### What the task requires
Among the entries below, how many lines contain "each"? Answer with the number only.

Saved data entries:

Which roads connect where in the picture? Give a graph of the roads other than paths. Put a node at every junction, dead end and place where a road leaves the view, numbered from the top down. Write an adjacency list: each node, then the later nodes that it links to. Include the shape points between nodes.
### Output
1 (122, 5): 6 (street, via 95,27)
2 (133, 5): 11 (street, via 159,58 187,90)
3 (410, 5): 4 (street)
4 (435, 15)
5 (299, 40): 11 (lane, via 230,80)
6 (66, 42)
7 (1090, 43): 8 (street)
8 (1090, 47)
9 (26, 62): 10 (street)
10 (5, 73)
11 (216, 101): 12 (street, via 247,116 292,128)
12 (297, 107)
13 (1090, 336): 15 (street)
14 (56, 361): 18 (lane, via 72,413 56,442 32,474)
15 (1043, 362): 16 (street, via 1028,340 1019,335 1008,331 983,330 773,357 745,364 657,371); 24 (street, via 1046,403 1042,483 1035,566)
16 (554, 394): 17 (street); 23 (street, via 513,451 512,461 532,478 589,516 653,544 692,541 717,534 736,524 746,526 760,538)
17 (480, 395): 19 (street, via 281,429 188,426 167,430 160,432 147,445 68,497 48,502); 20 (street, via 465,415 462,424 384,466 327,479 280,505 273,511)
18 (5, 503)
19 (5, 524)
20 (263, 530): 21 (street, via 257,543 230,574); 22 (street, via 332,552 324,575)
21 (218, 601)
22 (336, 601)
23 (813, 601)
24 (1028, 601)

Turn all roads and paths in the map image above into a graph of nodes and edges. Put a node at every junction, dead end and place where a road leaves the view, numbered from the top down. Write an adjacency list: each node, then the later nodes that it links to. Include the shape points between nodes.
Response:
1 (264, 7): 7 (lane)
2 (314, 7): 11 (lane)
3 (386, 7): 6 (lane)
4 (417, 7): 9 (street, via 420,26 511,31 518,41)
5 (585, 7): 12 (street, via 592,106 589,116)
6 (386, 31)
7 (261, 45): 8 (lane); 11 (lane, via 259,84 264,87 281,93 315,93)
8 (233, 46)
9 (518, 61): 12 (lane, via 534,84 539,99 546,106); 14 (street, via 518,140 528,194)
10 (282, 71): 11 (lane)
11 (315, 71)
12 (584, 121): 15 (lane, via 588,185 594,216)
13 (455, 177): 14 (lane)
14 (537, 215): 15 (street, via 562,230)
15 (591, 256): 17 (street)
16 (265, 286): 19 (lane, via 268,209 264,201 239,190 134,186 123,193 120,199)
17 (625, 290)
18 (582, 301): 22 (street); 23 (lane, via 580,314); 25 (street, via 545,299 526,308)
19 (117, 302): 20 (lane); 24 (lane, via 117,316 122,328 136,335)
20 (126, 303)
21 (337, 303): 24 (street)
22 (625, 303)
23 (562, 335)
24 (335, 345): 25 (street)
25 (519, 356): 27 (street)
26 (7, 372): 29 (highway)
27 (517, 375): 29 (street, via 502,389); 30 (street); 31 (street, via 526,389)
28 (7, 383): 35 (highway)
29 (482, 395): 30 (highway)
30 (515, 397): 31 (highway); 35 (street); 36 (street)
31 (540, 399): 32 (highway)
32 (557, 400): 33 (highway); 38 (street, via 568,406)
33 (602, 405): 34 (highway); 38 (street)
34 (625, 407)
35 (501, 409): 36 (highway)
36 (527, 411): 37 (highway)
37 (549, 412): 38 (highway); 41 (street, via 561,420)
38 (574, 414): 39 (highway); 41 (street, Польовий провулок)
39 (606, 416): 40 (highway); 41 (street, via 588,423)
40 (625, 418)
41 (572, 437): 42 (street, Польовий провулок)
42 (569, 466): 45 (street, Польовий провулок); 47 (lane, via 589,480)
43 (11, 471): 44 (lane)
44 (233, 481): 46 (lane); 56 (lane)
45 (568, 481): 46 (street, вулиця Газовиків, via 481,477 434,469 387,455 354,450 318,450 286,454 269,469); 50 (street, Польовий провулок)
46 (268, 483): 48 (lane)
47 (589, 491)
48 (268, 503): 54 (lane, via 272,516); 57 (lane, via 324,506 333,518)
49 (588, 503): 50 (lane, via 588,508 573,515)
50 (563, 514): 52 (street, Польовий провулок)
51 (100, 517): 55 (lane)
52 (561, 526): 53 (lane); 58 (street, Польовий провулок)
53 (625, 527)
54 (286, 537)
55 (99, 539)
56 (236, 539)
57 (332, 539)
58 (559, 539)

### Response below
2